He still doesn't look at her.

"I'm so sorry.  That's _awful_."

"Yeah," she responds.  "It was really hard for me for a long time.  But, you know, you learn to live with it, eventually.  Life goes on."

He begins tap his fingers against his thigh, like he always does when he's nervous.  A tense silence falls over the group.  Lois must notice the way she won't look away from him, how he won't look at her.

"What?" she questions.

"Nothing," Lana tells her.  She glances at the woman, and smiles.  "I assume that you'll be kicking me out of the guest room."

"Oh.  Are you staying here?"

"Yeah.  But it's no problem, really.  I'll just sleep in Clark's room."

Lois hesitates slightly, like she's taken aback at her statement.

"Oh?" she questions.

Lana shrugs.  "Yeah.  I mean, I used to do it all the time when we were younger."

" _Really_?"

Now, Lois is obviously taken aback.

"Yeah."  She pauses, makes her sweat before continuing.  "I made Clark sleep in the guest room.  His bed was more comfy."

Lois visibly relaxes, laughing slightly.

"Oh.  Well, are you sure?   I mean, it's no problem if you want - "

Lana cuts her off.  "Nah.  Don't worry about it.  Besides, I don't think the two of you would fit in his twin bed."

This makes Clark's head snap up.

"I'm sleeping on the couch," he announces, almost in a daze.

She smirks.

"Suit yourself.  Then Lois gets a queen bed all to herself.  Come on, I'll help you bring your bags in."

Mrs. Kent excuses herself to set the table.  She and Lois go and pick up the bags sitting next to the car, carrying them into the house, talking about nothing.  The plane ride, the weather.  Out of the corner of her eye, she observes him watching them, standing in the middle of the yard.  They walk back to the house, Lois in front of her.  As she goes to walk up the porch steps, he whispers her name, so only she can hear.

"Lana."

She stops, sighs, contemplates turning around.

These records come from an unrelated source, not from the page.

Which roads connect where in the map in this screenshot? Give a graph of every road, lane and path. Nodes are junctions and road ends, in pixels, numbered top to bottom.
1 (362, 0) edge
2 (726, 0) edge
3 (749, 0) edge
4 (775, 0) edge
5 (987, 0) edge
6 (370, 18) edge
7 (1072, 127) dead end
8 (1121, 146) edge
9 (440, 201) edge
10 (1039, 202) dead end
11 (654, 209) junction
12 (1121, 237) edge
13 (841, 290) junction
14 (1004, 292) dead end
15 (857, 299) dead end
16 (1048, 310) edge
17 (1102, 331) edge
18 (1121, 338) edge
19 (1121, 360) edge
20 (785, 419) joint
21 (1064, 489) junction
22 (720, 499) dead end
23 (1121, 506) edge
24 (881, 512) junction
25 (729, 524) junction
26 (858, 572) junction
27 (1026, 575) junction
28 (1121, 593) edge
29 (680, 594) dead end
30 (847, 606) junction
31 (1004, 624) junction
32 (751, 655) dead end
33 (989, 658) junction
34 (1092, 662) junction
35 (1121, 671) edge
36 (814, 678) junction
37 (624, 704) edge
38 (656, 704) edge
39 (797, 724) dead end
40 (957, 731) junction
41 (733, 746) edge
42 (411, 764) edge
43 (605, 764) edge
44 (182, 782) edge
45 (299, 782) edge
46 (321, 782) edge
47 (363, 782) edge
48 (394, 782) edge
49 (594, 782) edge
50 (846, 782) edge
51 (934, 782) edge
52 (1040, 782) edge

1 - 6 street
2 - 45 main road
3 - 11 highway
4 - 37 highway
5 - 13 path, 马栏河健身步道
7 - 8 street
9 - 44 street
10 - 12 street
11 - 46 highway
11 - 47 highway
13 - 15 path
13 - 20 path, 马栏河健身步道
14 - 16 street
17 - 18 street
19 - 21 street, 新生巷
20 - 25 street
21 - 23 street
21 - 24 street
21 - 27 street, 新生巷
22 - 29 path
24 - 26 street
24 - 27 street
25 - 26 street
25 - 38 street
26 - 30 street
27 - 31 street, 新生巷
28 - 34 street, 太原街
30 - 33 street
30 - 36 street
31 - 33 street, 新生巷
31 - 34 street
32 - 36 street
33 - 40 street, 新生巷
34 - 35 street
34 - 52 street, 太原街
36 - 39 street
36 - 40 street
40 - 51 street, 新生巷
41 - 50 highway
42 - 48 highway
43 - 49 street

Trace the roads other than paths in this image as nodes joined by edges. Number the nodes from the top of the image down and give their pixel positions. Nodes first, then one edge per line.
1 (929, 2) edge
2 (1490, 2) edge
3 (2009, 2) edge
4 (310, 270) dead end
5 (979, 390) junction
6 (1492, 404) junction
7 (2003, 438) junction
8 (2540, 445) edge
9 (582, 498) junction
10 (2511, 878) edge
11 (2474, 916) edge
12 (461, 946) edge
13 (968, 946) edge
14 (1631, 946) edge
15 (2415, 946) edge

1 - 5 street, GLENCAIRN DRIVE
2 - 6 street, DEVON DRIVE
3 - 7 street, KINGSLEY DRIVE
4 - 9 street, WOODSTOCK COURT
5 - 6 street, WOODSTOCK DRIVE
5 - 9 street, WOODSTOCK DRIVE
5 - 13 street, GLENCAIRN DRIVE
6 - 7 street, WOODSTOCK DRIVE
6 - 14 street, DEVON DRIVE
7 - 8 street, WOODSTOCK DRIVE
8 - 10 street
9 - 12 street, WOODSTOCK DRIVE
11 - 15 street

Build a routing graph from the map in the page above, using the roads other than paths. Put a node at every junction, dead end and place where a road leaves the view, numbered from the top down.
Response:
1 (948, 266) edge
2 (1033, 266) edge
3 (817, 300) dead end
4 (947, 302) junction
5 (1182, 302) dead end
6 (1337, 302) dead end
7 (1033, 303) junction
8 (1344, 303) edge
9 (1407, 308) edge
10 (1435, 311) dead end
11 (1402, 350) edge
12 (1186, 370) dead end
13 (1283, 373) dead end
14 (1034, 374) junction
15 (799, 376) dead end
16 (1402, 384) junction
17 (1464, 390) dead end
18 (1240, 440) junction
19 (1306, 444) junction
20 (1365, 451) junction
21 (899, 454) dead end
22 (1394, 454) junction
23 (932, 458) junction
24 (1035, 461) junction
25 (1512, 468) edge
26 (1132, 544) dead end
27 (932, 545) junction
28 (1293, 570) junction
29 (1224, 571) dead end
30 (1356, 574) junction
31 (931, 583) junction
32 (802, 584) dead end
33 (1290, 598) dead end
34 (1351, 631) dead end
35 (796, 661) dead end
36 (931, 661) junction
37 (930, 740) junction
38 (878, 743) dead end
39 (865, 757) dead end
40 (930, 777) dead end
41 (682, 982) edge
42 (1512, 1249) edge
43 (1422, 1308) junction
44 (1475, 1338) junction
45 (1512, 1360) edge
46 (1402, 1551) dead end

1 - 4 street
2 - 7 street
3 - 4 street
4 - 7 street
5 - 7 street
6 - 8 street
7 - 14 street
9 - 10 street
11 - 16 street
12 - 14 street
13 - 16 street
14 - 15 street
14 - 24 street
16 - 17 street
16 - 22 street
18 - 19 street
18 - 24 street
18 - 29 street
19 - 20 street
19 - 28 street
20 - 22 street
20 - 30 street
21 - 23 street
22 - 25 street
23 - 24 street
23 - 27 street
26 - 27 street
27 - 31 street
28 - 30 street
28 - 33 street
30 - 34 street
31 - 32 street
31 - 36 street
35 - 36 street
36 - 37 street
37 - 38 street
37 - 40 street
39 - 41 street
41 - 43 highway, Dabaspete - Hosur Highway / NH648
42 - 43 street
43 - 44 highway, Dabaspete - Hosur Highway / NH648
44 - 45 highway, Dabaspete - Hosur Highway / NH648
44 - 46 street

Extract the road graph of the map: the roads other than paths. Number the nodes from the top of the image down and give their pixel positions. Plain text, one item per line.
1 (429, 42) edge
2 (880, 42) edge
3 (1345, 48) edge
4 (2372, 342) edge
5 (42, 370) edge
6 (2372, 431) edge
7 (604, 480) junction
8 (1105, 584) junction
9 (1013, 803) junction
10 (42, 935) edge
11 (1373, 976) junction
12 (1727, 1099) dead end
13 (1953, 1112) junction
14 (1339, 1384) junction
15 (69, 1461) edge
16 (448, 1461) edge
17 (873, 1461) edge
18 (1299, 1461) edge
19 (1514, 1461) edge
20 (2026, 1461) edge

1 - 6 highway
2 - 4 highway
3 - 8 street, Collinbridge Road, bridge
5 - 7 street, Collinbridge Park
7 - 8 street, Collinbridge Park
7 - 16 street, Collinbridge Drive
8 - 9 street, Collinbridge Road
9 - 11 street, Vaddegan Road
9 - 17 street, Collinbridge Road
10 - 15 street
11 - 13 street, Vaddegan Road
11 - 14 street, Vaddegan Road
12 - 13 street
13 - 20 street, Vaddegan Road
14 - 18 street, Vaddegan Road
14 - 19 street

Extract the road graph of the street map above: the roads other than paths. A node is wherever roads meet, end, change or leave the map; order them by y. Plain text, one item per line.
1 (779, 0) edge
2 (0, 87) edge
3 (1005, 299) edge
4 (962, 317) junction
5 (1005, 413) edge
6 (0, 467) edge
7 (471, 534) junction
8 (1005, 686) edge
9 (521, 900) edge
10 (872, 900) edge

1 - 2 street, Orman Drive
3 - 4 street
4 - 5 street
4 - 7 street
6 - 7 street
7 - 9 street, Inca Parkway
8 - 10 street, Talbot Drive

She decides to keep going.

*             *             *

Martha Kent stood on the edge of her living room, half-watching the parade on the television, half-watching the back of her son's head as he sat on the couch.  He'd been sitting there for three hours, without speaking.  He was waiting.  Selfishly waiting.  _Foolishly_ waiting.

"Has the Snoopy balloon gone past yet?"

The head didn't move.

"Clark," she said gently.  He didn't respond, so she said it again louder.  He jumped, and then slowly turned around to look at her.  She repeated her question, wondering how it was possible for someone like him to drown out so much.

He stared at her, blinked once, his face blank.

"Yeah," he mumbled.  "Yeah, you missed it.  About ten minutes ago."

She offered him a small smile.

"Aw.  That's my favorite."

He nodded stiffly, and then turned back around.  She sighed.

"Clark, you can't-"

"It's fine," he interrupted her, without moving.

"It doesn't _seem_ like it's fine."

"Well, it _is_ , Mom.  It's fine."

She gazed at him for a few more moments, and then turned and walked back into the kitchen with a quiet ' _Okay'_. She wiped her hands on her apron, and then took out her pie dough and rolling pin.

She didn't know what to say to him.  She didn't know if she should try to make him feel better, or be honest with him, or just keep mum and accept the fact that he was going to pout through the rest of the day.  She felt bad for him.  He was her son, and he was hurting, and that made _her_ hurt.  But at the same time, she knew that he had done something wrong, and that is was incredibly rude and, frankly, _stupid_ of him to expect her to come over.  He'd ignored every one of her phone calls for the past three months, until they stopped coming.  She wasn't going to visit on _Thanksgiving_ , no matter tradition.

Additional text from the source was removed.